L’intégration de ces Francs est remarquable : promus par les empereurs pour leurs compétences personnelles, ils parlent latin, ont la citoyenneté romaine avec le même gentilice Flavius que la famille impériale et participent à la défense et à l’administration de l’Empire. L’obtention du consulat en fait des sénateurs.
Peuple de cavaliers, ils intègrent puis dominent progressivement l’ordre équestre romain qui évoluera progressivement au cours du temps en ordre de chevalerie médiéval.
Lors de l’éclatement de l’empire Romain d’Occident, conséquence d’une décadence progressive et de l’invasion de différentes peuplades barbares germaniques, les Francs dominent peu à peu tous les peuples qui se succèdent en Europe de l’Ouest.
Les Mérovingiens
En 496, après sa victoire de Tolbiac sur les Alamans, le roi des Francs Clovis, ayant un temps servi en tant que général de l’armée romaine, sous l’influence de son épouse Sainte Clotilde, se convertit au christianisme et se fait baptiser.
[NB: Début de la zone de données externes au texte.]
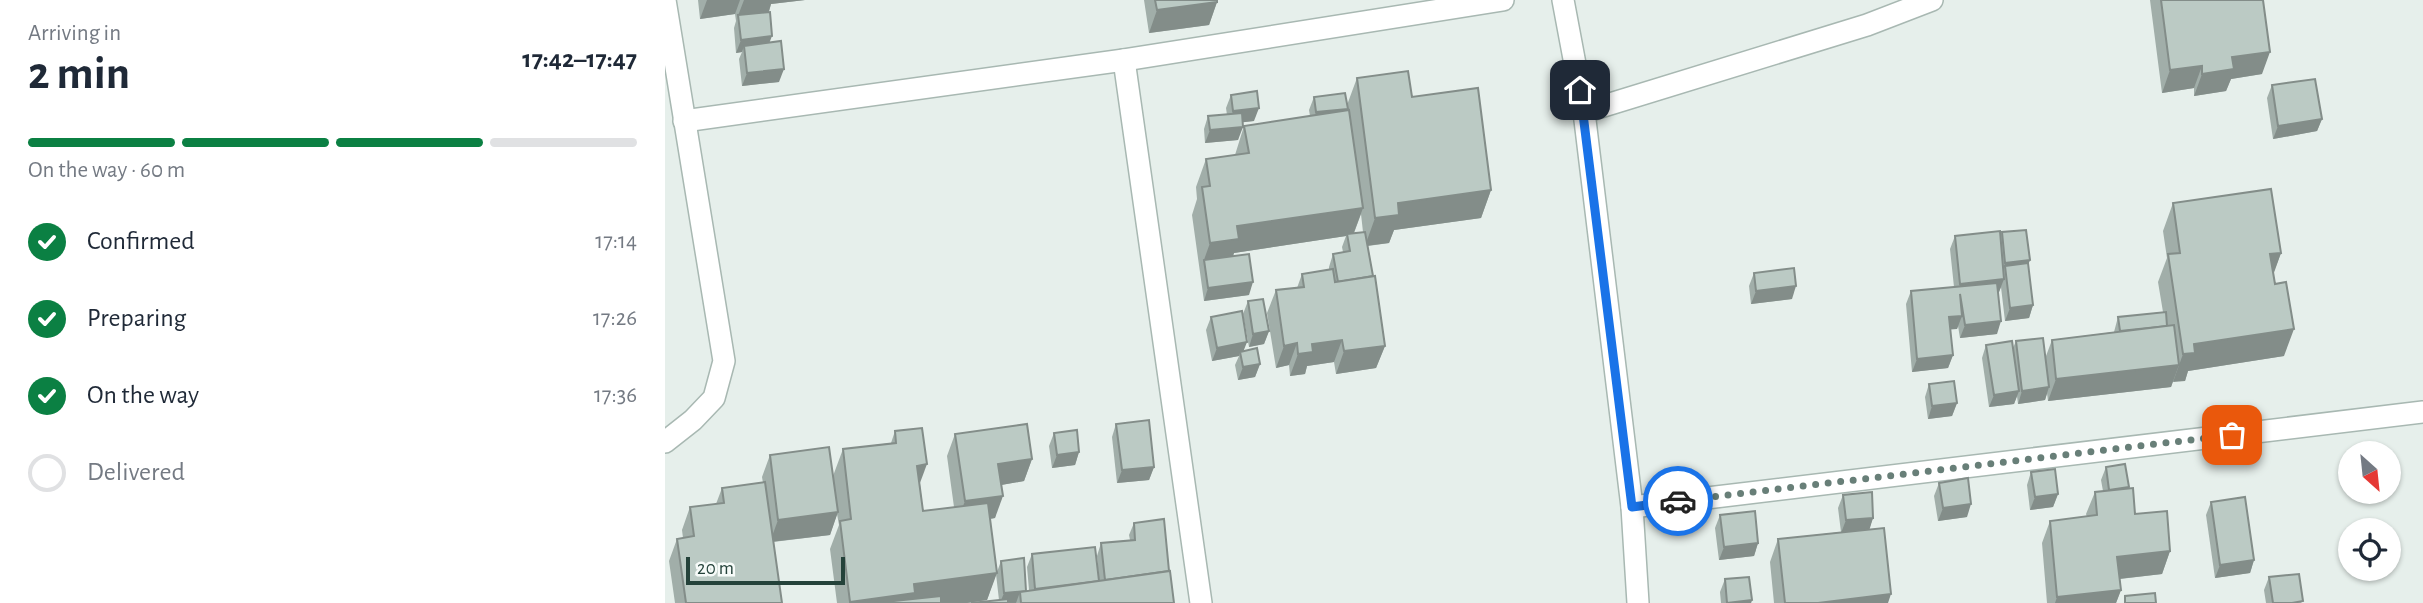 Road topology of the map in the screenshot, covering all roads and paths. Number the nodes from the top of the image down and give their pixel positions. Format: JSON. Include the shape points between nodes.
{"nodes":[{"id":1,"x":666,"y":0,"type":"edge"},
{"id":2,"x":1503,"y":0,"type":"edge"},
{"id":3,"x":1563,"y":0,"type":"edge"},
{"id":4,"x":1932,"y":0,"type":"edge"},
{"id":5,"x":1123,"y":60,"type":"junction"},
{"id":6,"x":1584,"y":112,"type":"junction"},
{"id":7,"x":684,"y":121,"type":"junction"},
{"id":8,"x":2423,"y":412,"type":"edge"},
{"id":9,"x":665,"y":442,"type":"edge"},
{"id":10,"x":1632,"y":507,"type":"junction"},
{"id":11,"x":1201,"y":603,"type":"edge"},
{"id":12,"x":1638,"y":603,"type":"edge"}],
"edges":[{"from":1,"to":7,"type":"street"},
{"from":2,"to":5,"type":"street"},
{"from":3,"to":6,"type":"street"},
{"from":4,"to":6,"type":"street","via":[[1867,25]]},
{"from":5,"to":7,"type":"street"},
{"from":5,"to":11,"type":"street"},
{"from":6,"to":10,"type":"street"},
{"from":7,"to":9,"type":"street","via":[[724,361],[714,398]]},
{"from":8,"to":10,"type":"street"},
{"from":10,"to":12,"type":"street"}]}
Il se fait ensuite sacrer par Saint Rémi à Reims, faisant ainsi de la future France la fille aînée de l’Eglise.
Il se rapproche ainsi des Romains, en adoptant la foi chrétienne généralisée par l’empereur Constantin 150 ans auparavant.
En 508 après sa victoire sur les Wisigoths, Clovis reçoit même les « tablettes consulaires » des mains de l’empereur d’Orient Anastase Ier, lui conférant en plus du titre de roi des Francs, les ornement de consul honoraire, et ainsi la dignité d’ « Auguste ».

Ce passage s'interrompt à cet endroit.